Another feature is Hürthle cell metaplasia, where the thyroid’s follicular cells transform into larger cells with abundant, granular, pink-staining cytoplasm. These altered cells, also called Askanazy cells, are a response to the chronic inflammatory environment. While striking in appearance, they are less functional than the original follicular cells they replace.
The immune attack leads to the destruction of the thyroid follicles, which are responsible for producing and storing thyroid hormone. This follicular atrophy causes the gland’s declining hormone output. In response to this chronic injury, the body develops fibrosis, which is the formation of excess fibrous connective tissue, or scarring.
The specific combination of histological findings allows a pathologist to diagnose Hashimoto’s thyroiditis and separate it from other thyroid disorders. For instance, Graves’ disease, another autoimmune thyroid condition, also shows lymphocytic infiltration, but it is more diffuse. Graves’ disease is characterized by the overstimulation of follicular cells, causing them to become tall and crowded, creating scalloped edges in the colloid.
In contrast, subacute (de Quervain’s) thyroiditis presents a different microscopic picture. It is characterized by granulomas and multinucleated giant cells that form around pools of leaked colloid. The type of inflammatory cells and their organization differ from the dense lymphocytic sheets and germinal centers seen in Hashimoto’s.
Even among other forms of lymphocytic thyroiditis, the features in Hashimoto’s are distinct. The prominent formation of germinal centers and extensive Hürthle cell metaplasia are particularly indicative of Hashimoto’s thyroiditis. Other conditions may show some lymphocytic infiltration but lack this specific combination.
Histology is also used to evaluate any nodules that may arise within a thyroid affected by Hashimoto’s. The chronic inflammation is associated with a slightly increased risk of developing certain thyroid cancers, like papillary thyroid carcinoma or lymphoma. A pathologist will examine tissue from any suspicious nodule for features of malignancy.

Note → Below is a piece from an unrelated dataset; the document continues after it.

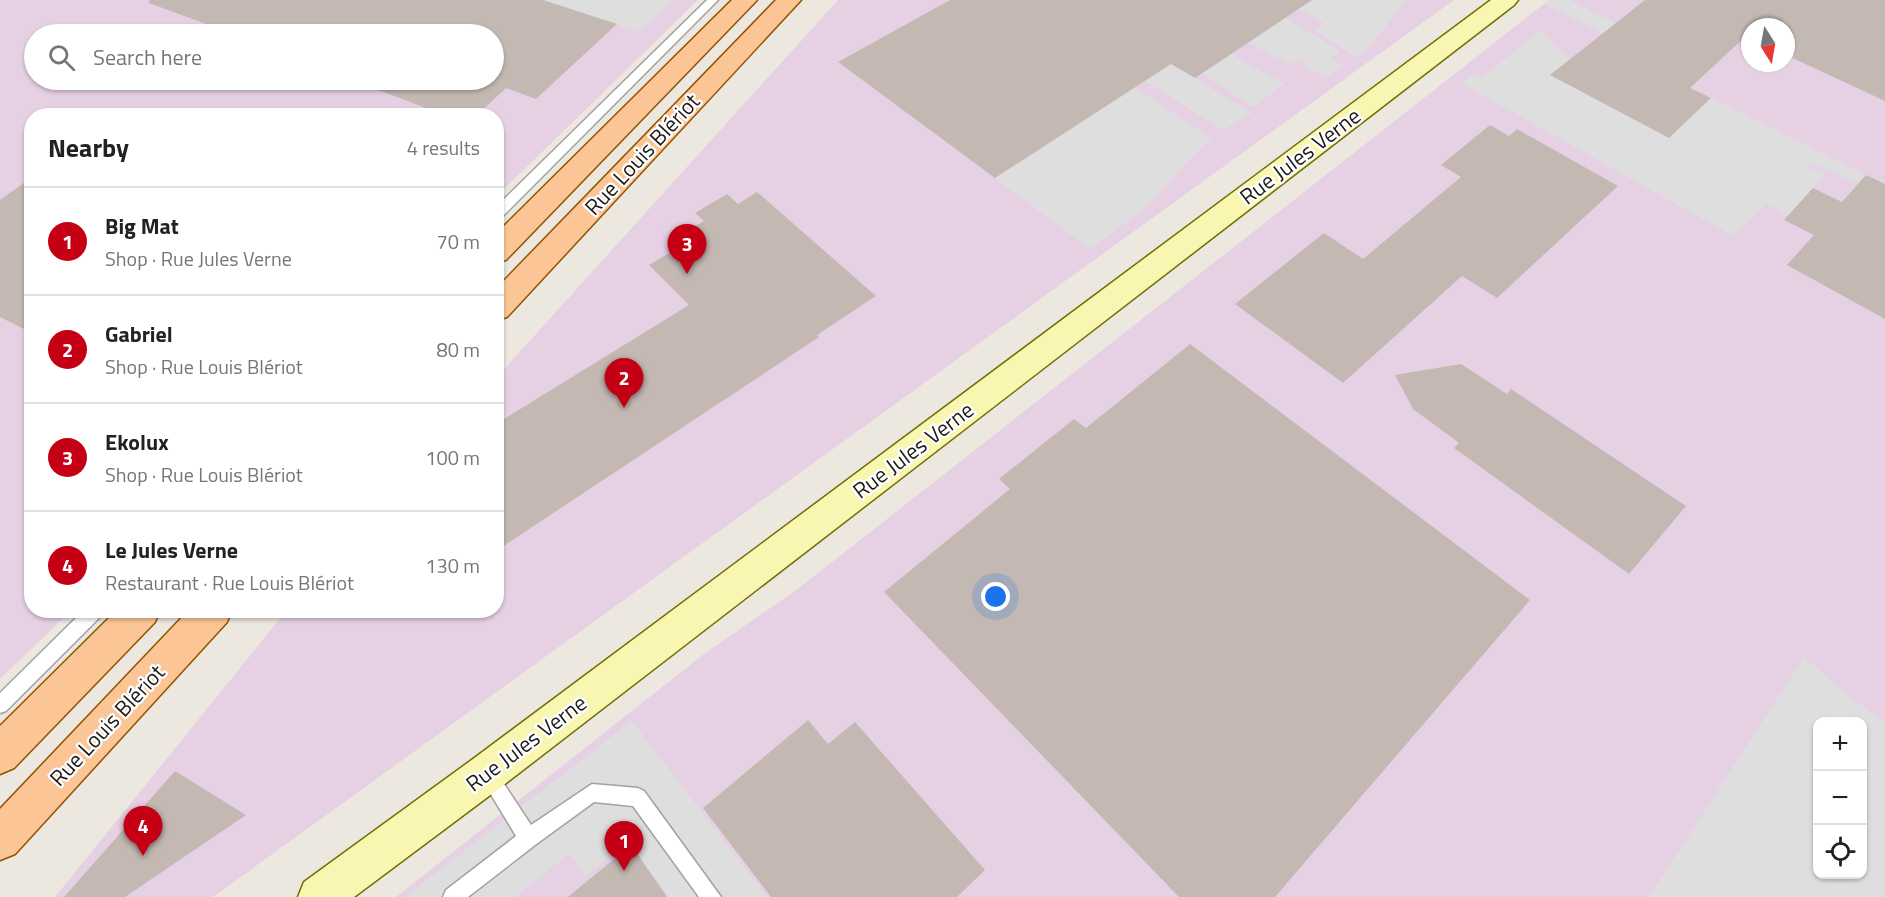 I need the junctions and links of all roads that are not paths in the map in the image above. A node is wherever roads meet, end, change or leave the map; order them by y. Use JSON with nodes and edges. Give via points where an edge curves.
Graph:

The microscopic appearance of Hashimoto’s thyroiditis evolves as the disease progresses. In the early stages, lymphocytic infiltration may be patchy and focal, with less follicular destruction and minimal fibrosis. Areas of normal-appearing thyroid tissue can often be identified between zones of inflammation.
In later stages, the histological landscape changes dramatically, and the gland may shrink in an atrophic phase. This is represented by extensive fibrosis, with scar tissue replacing functional thyroid tissue. Follicular atrophy becomes widespread, and the intense lymphocytic infiltrate might lessen as the target tissue diminishes, a phenomenon called “burn-out.”
Hashimoto’s can also manifest in a nodular variant where distinct nodules form. Microscopically, tissue within these nodules shows the characteristic features of Hashimoto’s, including lymphocytic infiltration and Hürthle cell changes. The surrounding, non-nodular thyroid tissue displays the more diffuse changes of the disease.
These progressive alterations correlate with the gland’s function. The destruction of thyroid follicles and their replacement with scar tissue and Hürthle cells explain the common outcome of hypothyroidism. As hormone production is eroded, the patient experiences the effects of an underactive thyroid.